- Problem to work on
Could you please return each line of the data that has the word "family"?

[Dataset entries]
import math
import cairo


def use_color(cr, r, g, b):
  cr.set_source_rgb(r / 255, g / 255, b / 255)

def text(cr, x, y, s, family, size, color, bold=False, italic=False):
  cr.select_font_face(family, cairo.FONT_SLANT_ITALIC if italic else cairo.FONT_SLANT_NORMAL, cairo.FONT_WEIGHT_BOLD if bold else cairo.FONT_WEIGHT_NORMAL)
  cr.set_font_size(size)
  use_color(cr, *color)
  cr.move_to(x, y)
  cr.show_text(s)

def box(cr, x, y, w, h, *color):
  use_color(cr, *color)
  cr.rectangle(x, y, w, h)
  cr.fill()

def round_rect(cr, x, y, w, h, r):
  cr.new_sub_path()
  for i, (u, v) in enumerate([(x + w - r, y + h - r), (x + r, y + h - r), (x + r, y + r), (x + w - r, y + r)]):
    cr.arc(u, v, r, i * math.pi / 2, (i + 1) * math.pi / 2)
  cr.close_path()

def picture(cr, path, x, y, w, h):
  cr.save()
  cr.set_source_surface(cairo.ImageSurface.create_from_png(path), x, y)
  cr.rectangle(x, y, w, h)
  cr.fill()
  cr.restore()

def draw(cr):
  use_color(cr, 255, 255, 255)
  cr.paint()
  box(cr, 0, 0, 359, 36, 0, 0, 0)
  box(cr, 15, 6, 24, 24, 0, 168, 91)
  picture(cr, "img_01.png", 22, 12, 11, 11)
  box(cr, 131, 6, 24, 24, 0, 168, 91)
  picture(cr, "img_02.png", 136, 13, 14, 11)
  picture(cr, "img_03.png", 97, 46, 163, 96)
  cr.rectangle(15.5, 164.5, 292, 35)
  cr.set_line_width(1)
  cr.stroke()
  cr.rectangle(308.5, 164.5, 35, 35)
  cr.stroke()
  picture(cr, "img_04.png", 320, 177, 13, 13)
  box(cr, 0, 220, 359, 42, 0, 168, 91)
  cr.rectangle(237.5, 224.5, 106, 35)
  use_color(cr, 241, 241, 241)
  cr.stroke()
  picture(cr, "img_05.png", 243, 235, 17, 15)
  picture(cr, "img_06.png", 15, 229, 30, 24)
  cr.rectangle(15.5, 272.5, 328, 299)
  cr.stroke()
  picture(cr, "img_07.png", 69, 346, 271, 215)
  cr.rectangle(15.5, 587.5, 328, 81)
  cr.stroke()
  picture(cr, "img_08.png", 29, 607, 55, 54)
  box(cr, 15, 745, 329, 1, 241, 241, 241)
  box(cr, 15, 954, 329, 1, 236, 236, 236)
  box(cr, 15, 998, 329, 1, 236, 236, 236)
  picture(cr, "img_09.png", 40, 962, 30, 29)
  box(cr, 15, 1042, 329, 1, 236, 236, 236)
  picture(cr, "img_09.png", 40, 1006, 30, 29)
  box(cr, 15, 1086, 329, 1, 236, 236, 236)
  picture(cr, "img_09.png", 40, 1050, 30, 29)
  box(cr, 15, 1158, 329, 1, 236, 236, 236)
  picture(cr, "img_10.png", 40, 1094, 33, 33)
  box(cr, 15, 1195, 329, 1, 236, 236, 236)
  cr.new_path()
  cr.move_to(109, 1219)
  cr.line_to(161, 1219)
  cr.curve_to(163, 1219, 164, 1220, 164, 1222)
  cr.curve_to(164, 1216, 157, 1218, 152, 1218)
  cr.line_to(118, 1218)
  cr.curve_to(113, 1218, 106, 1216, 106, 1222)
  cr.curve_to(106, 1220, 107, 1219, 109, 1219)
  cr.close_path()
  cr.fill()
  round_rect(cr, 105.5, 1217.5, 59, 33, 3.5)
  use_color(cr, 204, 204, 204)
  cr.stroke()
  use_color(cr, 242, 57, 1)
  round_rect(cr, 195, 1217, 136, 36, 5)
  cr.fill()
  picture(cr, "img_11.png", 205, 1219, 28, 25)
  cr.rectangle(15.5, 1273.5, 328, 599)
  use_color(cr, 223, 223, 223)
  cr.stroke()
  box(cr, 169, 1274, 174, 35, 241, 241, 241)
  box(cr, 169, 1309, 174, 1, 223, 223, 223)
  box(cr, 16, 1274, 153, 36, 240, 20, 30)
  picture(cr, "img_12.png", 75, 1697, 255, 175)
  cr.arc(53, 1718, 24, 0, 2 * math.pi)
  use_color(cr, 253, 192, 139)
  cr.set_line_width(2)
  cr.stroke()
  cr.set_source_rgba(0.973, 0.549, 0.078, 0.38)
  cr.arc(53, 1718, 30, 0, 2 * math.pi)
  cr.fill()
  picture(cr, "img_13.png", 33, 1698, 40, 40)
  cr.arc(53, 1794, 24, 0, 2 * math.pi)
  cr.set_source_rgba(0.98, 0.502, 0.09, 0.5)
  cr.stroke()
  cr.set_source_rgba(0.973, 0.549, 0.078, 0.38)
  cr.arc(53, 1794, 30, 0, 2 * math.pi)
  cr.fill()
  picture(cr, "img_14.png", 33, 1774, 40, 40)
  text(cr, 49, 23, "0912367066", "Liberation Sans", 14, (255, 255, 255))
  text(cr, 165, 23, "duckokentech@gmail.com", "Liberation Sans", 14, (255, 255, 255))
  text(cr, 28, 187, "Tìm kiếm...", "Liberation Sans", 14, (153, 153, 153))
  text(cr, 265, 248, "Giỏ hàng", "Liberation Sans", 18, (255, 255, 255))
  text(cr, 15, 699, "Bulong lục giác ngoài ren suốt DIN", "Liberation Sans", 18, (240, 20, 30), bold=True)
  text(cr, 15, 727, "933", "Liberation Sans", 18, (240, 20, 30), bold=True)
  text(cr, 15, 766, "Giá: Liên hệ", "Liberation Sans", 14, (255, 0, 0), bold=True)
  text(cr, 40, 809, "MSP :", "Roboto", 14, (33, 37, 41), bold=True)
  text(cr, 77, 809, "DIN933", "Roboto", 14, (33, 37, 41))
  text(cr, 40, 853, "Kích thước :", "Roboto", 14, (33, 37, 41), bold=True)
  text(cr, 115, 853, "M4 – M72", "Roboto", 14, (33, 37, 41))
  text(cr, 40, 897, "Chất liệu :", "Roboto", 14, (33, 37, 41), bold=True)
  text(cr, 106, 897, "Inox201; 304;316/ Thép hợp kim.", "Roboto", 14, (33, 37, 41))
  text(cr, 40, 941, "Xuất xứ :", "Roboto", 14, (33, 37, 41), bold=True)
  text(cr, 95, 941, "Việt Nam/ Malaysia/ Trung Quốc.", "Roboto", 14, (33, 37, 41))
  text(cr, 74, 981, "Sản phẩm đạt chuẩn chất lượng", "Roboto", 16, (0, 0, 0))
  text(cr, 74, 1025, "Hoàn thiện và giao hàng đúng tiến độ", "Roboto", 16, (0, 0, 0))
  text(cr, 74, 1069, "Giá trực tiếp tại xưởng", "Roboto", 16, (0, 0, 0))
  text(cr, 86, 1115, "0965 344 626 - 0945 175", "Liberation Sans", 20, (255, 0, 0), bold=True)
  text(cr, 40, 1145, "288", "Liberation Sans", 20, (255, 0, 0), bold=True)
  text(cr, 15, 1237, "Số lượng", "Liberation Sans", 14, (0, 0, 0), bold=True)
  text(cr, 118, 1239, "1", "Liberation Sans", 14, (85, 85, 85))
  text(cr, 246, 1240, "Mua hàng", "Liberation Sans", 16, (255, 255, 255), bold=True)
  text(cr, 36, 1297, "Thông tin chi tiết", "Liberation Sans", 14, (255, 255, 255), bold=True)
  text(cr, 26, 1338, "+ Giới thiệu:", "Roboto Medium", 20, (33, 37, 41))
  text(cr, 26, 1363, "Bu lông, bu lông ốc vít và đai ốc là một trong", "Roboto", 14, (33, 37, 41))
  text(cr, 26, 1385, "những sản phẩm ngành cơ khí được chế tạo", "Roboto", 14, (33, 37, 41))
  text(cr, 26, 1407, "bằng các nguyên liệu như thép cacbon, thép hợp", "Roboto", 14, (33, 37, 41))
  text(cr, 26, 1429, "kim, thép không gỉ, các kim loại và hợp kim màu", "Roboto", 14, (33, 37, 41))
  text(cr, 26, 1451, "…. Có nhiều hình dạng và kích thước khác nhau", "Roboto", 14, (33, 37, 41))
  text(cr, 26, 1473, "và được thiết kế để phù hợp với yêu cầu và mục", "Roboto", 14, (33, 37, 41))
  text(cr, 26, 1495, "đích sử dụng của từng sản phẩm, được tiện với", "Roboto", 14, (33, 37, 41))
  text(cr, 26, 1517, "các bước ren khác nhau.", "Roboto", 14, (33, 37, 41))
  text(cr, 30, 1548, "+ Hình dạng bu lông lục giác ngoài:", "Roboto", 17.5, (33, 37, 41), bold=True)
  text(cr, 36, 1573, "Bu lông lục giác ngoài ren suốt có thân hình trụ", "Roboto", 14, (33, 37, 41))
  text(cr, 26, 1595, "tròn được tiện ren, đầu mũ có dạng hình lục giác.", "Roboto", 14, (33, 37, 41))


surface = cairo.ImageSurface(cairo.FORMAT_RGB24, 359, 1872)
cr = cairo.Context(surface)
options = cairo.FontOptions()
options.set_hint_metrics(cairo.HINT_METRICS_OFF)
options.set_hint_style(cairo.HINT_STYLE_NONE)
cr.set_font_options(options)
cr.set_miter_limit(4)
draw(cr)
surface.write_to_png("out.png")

- Solution to this exercise
def text(cr, x, y, s, family, size, color, bold=False, italic=False):
  cr.select_font_face(family, cairo.FONT_SLANT_ITALIC if italic else cairo.FONT_SLANT_NORMAL, cairo.FONT_WEIGHT_BOLD if bold else cairo.FONT_WEIGHT_NORMAL)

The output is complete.